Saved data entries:
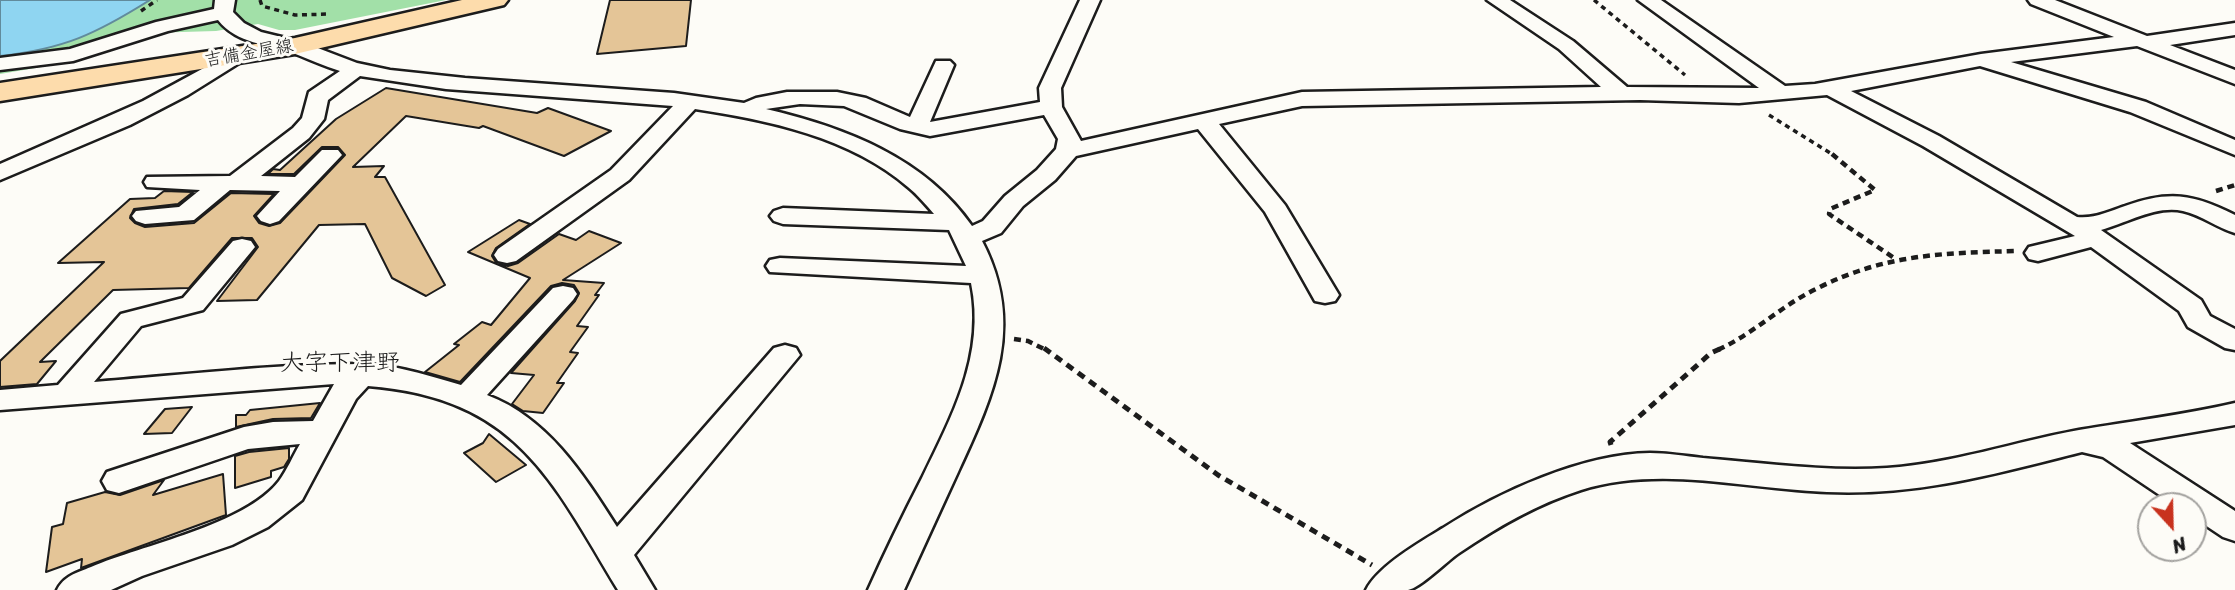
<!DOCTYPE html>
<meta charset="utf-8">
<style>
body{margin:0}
#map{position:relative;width:2235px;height:590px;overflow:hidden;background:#fdfcf7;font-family:Sriracha,sans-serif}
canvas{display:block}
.north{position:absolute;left:2137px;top:492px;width:70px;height:70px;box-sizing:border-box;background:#fdfcf7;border:2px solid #a3a29f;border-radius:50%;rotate:158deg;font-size:19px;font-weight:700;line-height:28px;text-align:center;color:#1c1c1c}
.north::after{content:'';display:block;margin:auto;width:24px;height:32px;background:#c8321e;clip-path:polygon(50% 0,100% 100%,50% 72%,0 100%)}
</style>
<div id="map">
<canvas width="2235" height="590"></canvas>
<div class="north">N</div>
</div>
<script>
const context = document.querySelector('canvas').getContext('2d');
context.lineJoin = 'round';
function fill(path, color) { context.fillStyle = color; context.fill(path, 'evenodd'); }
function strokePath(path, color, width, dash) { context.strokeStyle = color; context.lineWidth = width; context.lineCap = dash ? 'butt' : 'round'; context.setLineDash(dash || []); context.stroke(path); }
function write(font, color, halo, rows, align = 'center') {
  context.font = font + ' Sriracha,"Klee One",sans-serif'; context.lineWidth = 6; context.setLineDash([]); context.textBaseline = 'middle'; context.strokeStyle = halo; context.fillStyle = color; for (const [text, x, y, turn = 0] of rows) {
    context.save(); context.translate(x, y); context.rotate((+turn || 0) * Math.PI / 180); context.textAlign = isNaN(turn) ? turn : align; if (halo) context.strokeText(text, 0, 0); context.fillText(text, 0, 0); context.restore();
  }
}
fill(new Path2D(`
 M0 0H446L295 30H279L258 24 216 31 148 33 59 64 0 74Z`), '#a2e0a8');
const water = new Path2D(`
 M0 0H150C96 34 64 49 0 56Z`);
fill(water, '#8fd5f1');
strokePath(water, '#618b9c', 2);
const building = new Path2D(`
 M610 0H691L686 46 597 54Z
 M386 88 537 113 548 108 611 131 564 156 483 126 479 128 406 116 353 167 384 166 375 177H385L445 285 426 296 392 278 365 224 319 225 257 300 217 301 258 247 252 238H232L189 288 113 290 40 362 56 361 37 384 0 387V361L104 262 58 263 130 199 155 198 164 191 193 192 178 204 134 209 130 218 135 223 145 227 194 223 231 193 274 194 254 216 259 223 269 226 280 223 345 155 338 147H322L294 174H268L273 169 280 170 336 119Z
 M519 220 530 224 496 248 492 256 497 264 508 266 518 263 559 234 576 240 589 231 621 243 563 280 604 283 595 295H599L577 326 588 327 570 352 578 353 557 383H564L543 413 523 411 512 404 534 375 511 373 575 301 579 293 574 285 562 283 551 286 460 382 425 372 459 345 454 344 482 322 491 325 530 278 468 252Z
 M320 403 311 418 273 419 236 427V415H246L250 410Z
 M192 407 172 433 144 434 165 409Z
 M489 434 526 465 496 482 464 453 483 443Z
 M289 448V459L284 467 271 471V477L235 488V456L249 452Z
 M223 474 226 515 81 568 82 559 46 572 52 527 63 524 67 503 105 492 120 495 164 480 153 495Z`);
fill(building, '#e4c597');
strokePath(building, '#1c1c1c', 2);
const minor = new Path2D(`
 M215 0H235L233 12 244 23 261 32 302 42 357 63 390 70 465 78 674 93 744 103 756 98 787 92H837L866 98 910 117 936 61H950L954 65 930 122 1040 102 1039 88 1080 0H1100L1061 88 1062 107 1081 141 1302 92 1601 87 1559 49 1487 0H1510L1573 41 1627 87 1759 88 1638 0H1661L1785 86 1815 84 1981 54 2114 37 2031 4 2028 0H2055L2147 36 2235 23V35L2170 45 2235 70V84L2137 46 2011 62 2146 102 2235 140V155L2130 112 1980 66 1851 91 1939 136 2077 217C2094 219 2110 211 2125 206 2169 190 2194 194 2235 215V233C2217 228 2202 215 2183 211 2156 205 2127 223 2101 230L2201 300 2210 316 2235 329V350L2225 348 2188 327 2179 311 2091 247 2038 261 2029 259 2025 253 2029 247 2075 236 1923 146 1827 95 1739 103 1640 100 1302 106 1219 124 1285 205 1339 295 1335 301 1325 303 1315 301 1265 212 1198 129 1076 156 1055 180 1023 206 1001 233 982 241C1026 325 994 394 958 472 940 511 922 550 904 590H868C885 552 903 515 922 478 952 416 986 354 971 283L770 272 766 266 770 260 780 258 966 266 949 230 783 224 774 221 770 216 774 211 783 208 934 214C926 205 918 195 908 187 850 137 768 120 695 109L629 180 516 261 507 263 498 261 494 255 498 249 611 170 673 106 446 89 360 76 328 100 324 119 309 138 261 176 295 177 322 150H338L342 155 279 221 270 224 261 221 257 216 280 191 230 190 194 220 145 224 136 221 132 216 136 211 179 207 200 190 147 187 144 182 147 177 230 176 293 128 302 118 309 92 340 71C324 66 309 59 293 53 267 43 238 45 218 20L168 31 73 61 0 70V58L70 49 156 22 214 9ZM800 104 844 106 900 129 930 136 1044 115 1058 139 1056 149 1037 170 1005 196 983 221 972 226C925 158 844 127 766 109Z
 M237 50 244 52 247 56 244 60 188 95 130 125 0 180V164L143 101Z
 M242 239 251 241 255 247 203 310 141 326 94 382C183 375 273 364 361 364 394 364 430 376 461 385L553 288 563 286 573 288 577 294 573 300 487 395C548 418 583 474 617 527L774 348 785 345 796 348 800 355 634 555 655 590H618C550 477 516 398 368 386L356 399 302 500 268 527 232 545 142 576 111 590H57C64 576 76 573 91 567 142 545 245 525 279 481 287 470 293 456 300 444L248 449 119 493 107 490 102 481 107 472 244 427 273 422 313 421 334 384 0 410V390L58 385 121 314 183 298 233 241Z
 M2235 403V425L2130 443 2235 511V541L2223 537 2193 517V506H2176L2103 457 2082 452C1995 474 1918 496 1827 492 1745 489 1661 465 1581 490 1537 504 1497 527 1459 553 1447 561 1420 588 1408 590 1395 590 1379 590 1366 590 1378 566 1420 542 1443 528 1499 492 1582 454 1650 453 1667 453 1685 456 1703 458 1763 463 1826 472 1887 468 1954 463 2014 442 2079 430 2131 421 2184 415 2235 403Z`);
const major = new Path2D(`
 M462 0H508L504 5 295 54 0 101V83L295 38Z`);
strokePath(minor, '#1c1c1c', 5);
strokePath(major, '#1c1c1c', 5);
strokePath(new Path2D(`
 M260 0 262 6 295 15 330 14
 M1594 0 1685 75
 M141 11 157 0
 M1769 115 1835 156`), '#1c1c1c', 3.5, [5, 4.5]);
strokePath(new Path2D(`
 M1832 154 1875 190 1830 209 1829 214 1894 258
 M2216 191 2235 185
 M1014 339 1028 341 1046 350
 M1718 350C1756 332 1782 305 1818 288 1886 254 1943 253 2016 251`), '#1c1c1c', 4.5, [7, 5]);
strokePath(new Path2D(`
 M1044 348 1218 475 1372 565
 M1611 445 1610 442 1711 353 1722 348`), '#1c1c1c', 5, [8, 6]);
fill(minor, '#fdfcf7');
fill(major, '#fddcac');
write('18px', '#1c1c1c', '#fdfcf7', [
 ["吉備金屋線",249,54,-10]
]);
write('24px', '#1c1c1c', '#fdfcf7', [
 ["大字下津野",340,364]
]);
</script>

• **PROMPT**
Whenever the word "strokeStyle" shows up in a line of the entries, copy that line.

• **REPLY TO THE EXERCISE**
function strokePath(path, color, width, dash) { context.strokeStyle = color; context.lineWidth = width; context.lineCap = dash ? 'butt' : 'round'; context.setLineDash(dash || []); context.stroke(path); }
  context.font = font + ' Sriracha,"Klee One",sans-serif'; context.lineWidth = 6; context.setLineDash([]); context.textBaseline = 'middle'; context.strokeStyle = halo; context.fillStyle = color; for (const [text, x, y, turn = 0] of rows) {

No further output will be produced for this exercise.